┌─ DATA RECORDS

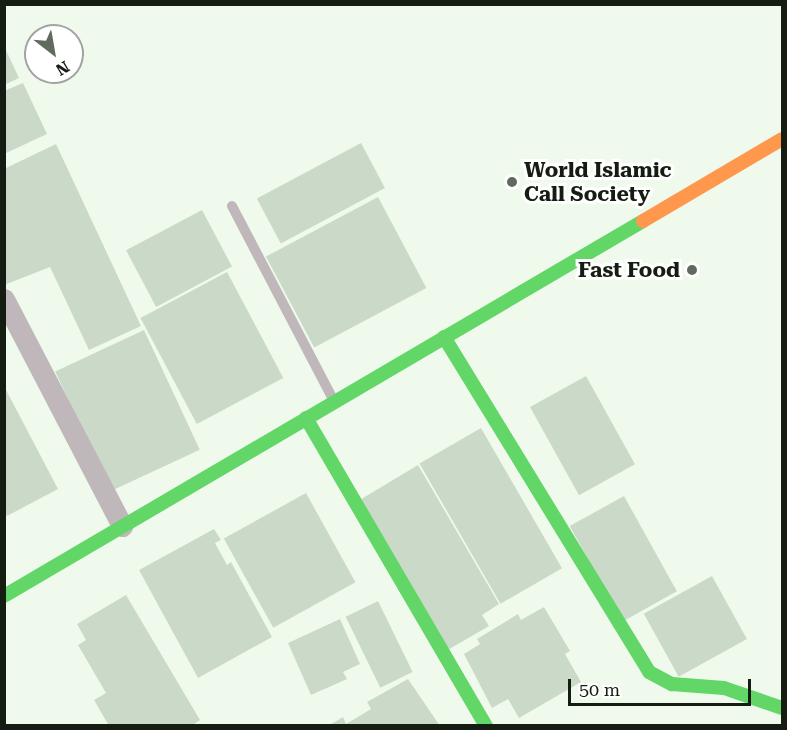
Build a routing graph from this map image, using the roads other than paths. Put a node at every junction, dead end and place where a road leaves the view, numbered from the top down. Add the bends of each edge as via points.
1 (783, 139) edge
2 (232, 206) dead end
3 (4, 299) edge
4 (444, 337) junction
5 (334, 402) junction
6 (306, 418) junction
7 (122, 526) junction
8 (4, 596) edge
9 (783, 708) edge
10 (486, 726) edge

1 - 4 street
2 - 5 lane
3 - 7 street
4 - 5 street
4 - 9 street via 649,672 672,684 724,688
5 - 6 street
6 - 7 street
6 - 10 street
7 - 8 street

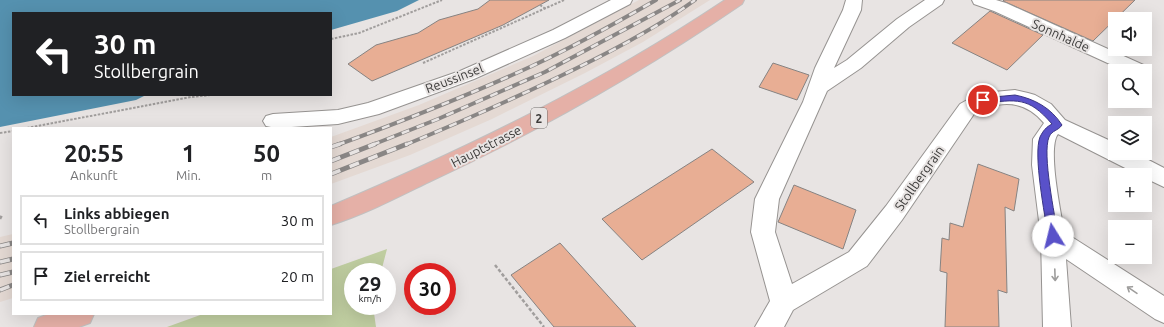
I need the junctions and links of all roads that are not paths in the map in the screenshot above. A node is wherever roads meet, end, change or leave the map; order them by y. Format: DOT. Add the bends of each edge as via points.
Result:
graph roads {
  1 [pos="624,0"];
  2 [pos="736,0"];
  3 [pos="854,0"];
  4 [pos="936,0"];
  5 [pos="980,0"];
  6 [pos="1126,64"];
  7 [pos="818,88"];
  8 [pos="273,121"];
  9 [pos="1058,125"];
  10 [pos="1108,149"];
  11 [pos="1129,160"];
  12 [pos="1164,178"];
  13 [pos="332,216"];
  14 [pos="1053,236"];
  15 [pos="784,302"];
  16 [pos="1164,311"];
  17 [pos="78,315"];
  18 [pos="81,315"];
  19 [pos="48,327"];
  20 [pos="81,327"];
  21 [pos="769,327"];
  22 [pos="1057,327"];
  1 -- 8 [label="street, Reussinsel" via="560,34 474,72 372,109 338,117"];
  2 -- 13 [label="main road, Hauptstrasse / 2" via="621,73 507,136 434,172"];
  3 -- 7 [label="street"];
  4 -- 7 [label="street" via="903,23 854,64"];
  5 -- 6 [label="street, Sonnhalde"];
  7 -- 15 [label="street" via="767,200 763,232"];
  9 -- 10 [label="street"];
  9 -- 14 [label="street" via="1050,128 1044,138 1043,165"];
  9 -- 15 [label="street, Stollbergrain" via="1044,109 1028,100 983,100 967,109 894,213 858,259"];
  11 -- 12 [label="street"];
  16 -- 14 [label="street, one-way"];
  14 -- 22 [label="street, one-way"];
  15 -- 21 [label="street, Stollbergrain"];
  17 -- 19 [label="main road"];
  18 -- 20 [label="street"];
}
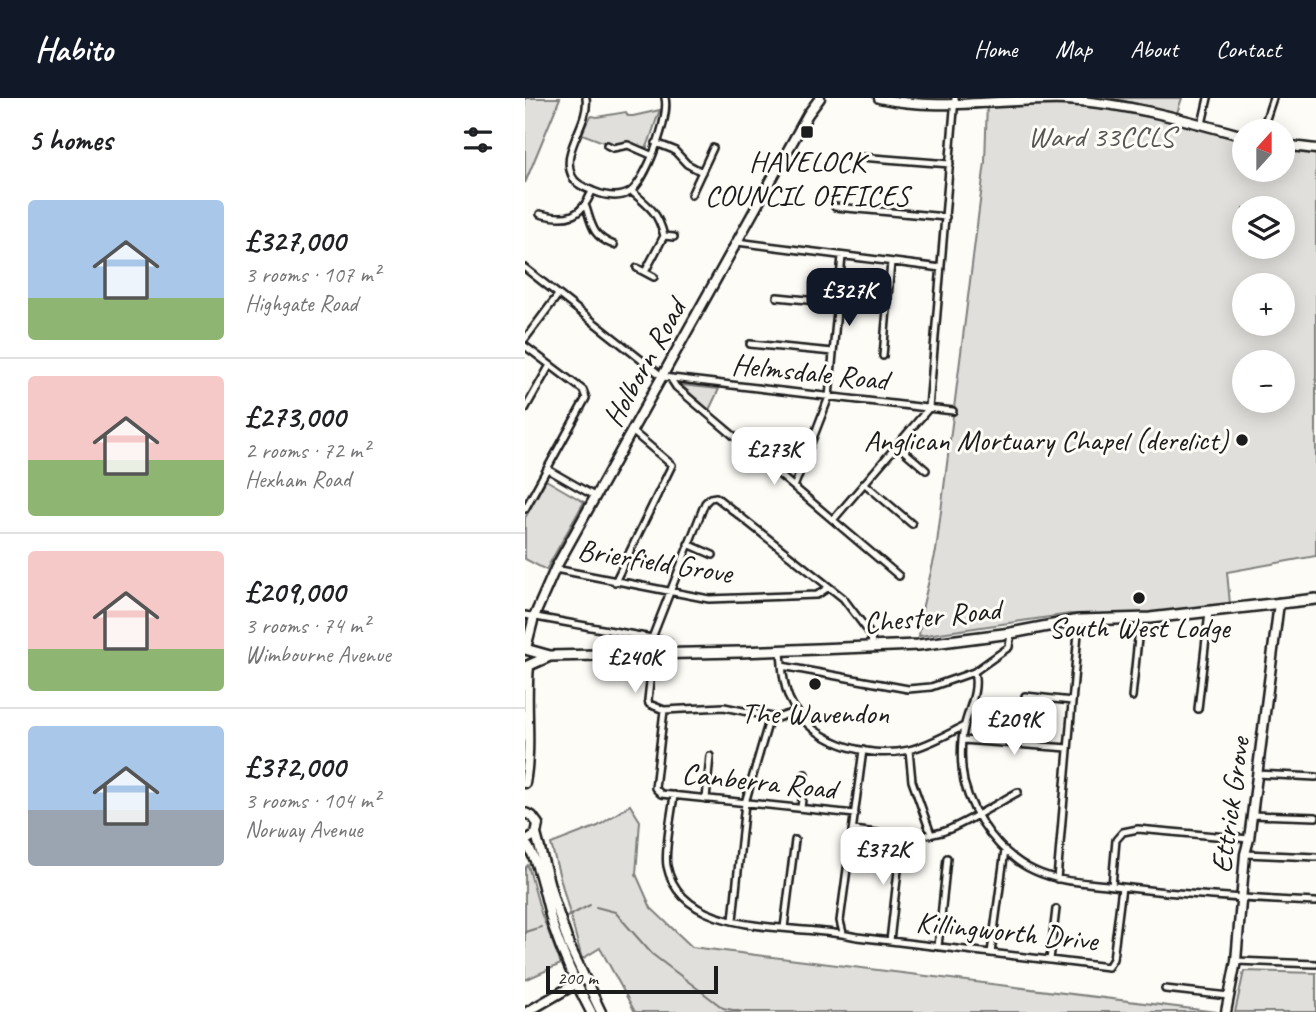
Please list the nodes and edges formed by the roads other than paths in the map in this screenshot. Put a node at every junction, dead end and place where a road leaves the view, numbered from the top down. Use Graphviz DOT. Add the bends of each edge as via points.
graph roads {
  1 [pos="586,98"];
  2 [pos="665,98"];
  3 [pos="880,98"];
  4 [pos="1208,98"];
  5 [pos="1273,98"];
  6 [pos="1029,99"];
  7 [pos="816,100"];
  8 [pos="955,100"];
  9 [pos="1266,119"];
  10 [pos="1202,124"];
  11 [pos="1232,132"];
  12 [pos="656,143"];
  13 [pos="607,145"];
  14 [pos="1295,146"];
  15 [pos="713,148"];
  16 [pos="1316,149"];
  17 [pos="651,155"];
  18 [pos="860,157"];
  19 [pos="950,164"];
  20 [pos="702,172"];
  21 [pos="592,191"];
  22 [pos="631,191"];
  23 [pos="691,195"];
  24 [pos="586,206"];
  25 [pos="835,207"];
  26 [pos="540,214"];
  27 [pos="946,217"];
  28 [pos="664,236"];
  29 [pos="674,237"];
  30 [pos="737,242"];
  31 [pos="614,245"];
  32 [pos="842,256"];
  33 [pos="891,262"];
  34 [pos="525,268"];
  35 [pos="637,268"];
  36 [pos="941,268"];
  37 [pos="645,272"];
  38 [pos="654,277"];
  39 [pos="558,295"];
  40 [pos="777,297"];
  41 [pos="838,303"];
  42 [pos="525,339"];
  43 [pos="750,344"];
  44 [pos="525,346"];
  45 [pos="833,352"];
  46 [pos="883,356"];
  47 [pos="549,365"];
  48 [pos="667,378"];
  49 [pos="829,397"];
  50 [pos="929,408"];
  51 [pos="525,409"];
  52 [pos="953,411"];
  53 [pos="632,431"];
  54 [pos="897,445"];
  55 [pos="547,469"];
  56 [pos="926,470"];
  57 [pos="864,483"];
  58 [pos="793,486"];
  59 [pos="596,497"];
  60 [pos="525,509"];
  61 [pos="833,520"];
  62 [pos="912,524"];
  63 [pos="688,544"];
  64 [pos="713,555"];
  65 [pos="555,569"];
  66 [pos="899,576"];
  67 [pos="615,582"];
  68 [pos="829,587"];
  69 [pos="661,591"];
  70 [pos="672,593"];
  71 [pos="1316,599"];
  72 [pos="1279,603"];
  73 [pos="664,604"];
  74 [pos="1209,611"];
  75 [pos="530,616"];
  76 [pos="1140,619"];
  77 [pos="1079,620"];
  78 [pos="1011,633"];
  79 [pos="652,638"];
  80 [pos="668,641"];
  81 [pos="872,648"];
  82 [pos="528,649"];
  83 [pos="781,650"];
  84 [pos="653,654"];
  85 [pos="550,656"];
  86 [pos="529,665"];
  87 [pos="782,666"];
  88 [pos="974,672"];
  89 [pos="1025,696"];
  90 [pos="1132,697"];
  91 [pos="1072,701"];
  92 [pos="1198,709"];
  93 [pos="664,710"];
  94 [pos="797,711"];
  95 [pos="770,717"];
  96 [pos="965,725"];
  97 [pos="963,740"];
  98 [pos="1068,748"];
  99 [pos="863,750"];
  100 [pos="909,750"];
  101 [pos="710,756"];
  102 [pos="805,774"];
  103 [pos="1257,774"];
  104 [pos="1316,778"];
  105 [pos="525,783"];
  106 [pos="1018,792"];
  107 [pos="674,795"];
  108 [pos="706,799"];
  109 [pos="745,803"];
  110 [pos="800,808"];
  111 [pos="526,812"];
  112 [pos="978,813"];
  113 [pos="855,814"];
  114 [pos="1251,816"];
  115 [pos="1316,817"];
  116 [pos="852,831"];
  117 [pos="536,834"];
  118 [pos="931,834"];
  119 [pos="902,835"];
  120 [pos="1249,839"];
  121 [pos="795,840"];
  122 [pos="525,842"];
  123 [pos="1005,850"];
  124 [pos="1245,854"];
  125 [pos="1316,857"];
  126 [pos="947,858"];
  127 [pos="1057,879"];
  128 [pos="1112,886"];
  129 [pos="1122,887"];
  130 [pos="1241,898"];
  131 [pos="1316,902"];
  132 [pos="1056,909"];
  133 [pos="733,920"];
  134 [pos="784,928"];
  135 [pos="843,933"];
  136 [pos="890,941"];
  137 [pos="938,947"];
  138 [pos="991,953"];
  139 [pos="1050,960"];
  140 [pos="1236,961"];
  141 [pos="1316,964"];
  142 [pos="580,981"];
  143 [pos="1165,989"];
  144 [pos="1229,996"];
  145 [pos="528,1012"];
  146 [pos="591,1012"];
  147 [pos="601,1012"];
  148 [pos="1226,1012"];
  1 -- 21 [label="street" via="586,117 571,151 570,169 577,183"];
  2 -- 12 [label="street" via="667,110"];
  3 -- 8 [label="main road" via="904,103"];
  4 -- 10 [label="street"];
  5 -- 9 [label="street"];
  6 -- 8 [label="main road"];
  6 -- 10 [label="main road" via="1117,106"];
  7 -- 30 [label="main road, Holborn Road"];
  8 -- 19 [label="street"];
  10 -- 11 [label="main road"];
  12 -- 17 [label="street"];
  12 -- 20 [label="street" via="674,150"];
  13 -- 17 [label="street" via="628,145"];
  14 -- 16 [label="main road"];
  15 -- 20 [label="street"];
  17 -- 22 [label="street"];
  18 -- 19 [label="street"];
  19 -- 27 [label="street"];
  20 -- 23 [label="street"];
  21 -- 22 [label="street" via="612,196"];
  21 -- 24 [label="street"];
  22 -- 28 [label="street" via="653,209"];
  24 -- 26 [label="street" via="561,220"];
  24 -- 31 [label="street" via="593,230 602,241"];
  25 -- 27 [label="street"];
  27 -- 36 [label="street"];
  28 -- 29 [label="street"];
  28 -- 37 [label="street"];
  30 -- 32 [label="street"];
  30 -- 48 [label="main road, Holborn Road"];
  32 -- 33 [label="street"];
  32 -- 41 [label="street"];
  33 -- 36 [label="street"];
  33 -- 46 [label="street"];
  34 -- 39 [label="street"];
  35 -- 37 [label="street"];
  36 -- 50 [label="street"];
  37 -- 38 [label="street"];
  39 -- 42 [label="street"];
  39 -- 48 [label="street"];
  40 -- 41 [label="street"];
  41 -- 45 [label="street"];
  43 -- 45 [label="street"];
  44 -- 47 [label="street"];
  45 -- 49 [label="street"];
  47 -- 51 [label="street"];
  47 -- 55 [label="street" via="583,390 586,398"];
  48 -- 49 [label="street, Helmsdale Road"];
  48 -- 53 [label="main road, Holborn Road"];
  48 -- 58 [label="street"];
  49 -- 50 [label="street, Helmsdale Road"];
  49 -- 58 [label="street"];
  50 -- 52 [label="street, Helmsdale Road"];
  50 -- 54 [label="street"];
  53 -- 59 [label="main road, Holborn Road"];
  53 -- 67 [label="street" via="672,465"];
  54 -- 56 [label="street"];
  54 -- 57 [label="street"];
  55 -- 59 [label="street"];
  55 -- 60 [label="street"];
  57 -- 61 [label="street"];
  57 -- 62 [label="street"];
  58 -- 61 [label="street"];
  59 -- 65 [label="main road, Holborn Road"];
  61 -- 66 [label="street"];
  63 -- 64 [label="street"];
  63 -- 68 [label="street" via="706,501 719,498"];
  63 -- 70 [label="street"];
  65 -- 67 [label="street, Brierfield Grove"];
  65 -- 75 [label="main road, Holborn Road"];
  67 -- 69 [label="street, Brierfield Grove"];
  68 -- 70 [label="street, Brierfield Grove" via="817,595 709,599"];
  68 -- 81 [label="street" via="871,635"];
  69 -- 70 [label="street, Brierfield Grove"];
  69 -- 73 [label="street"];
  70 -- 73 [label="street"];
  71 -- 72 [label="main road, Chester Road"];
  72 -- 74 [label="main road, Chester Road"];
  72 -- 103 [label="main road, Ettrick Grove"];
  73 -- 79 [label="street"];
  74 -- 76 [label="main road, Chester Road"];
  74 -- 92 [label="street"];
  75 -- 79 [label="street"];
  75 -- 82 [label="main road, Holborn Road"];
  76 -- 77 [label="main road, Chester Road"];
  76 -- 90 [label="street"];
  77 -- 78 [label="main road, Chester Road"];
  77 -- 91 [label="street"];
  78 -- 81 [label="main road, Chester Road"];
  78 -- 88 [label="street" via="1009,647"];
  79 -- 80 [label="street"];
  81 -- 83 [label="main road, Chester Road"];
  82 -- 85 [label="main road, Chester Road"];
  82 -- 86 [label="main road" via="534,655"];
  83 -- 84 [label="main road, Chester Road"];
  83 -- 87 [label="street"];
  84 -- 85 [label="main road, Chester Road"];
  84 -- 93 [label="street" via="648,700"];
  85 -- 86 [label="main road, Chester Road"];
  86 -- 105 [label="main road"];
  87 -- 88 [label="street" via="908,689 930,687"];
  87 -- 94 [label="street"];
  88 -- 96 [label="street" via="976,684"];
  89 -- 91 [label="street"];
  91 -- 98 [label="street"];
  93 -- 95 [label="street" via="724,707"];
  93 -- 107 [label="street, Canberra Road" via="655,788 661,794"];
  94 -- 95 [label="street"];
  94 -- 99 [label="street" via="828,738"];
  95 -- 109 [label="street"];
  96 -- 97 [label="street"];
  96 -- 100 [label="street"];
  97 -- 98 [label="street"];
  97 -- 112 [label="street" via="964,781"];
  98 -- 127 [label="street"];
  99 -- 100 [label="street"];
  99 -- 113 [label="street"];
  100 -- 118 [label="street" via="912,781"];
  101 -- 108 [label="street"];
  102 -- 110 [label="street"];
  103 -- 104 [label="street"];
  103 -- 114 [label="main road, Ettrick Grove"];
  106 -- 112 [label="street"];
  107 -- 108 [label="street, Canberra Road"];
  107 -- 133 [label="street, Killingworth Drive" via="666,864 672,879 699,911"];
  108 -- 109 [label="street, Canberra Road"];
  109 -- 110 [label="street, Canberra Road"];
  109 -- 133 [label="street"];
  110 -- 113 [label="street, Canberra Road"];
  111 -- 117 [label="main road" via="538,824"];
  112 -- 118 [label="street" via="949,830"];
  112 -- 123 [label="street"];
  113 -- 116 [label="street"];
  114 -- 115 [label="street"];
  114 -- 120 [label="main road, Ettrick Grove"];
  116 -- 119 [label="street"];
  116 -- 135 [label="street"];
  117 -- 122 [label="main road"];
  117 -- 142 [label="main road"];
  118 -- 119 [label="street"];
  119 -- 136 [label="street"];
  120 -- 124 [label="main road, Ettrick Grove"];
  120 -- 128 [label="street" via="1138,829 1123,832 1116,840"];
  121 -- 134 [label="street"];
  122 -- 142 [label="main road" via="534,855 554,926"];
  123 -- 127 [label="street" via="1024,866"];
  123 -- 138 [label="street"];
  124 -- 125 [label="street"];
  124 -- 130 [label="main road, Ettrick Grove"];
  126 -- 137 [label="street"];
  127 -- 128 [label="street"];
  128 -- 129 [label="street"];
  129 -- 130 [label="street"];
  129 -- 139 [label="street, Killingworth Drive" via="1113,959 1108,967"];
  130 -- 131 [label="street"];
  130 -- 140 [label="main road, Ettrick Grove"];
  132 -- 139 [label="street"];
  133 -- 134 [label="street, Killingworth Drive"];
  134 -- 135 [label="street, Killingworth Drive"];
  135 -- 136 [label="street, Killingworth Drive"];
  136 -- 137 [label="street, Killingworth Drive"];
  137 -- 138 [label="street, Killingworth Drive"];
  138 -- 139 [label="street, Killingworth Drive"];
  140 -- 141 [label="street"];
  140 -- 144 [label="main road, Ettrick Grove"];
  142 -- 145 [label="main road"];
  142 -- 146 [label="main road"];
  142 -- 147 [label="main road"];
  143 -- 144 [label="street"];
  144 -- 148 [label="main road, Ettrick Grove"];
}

└─

▶ [TASK PROMPT]:
All lines from the start of the entries through the one with "I need the junctions" are to be output exactly; omit the pictures.

▶ [RESPONSE TO THIS TASK]:
Build a routing graph from this map image, using the roads other than paths. Put a node at every junction, dead end and place where a road leaves the view, numbered from the top down. Add the bends of each edge as via points.
1 (783, 139) edge
2 (232, 206) dead end
3 (4, 299) edge
4 (444, 337) junction
5 (334, 402) junction
6 (306, 418) junction
7 (122, 526) junction
8 (4, 596) edge
9 (783, 708) edge
10 (486, 726) edge

1 - 4 street
2 - 5 lane
3 - 7 street
4 - 5 street
4 - 9 street via 649,672 672,684 724,688
5 - 6 street
6 - 7 street
6 - 10 street
7 - 8 street

I need the junctions and links of all roads that are not paths in the map in the screenshot above. A node is wherever roads meet, end, change or leave the map; order them by y. Format: DOT. Add the bends of each edge as via points.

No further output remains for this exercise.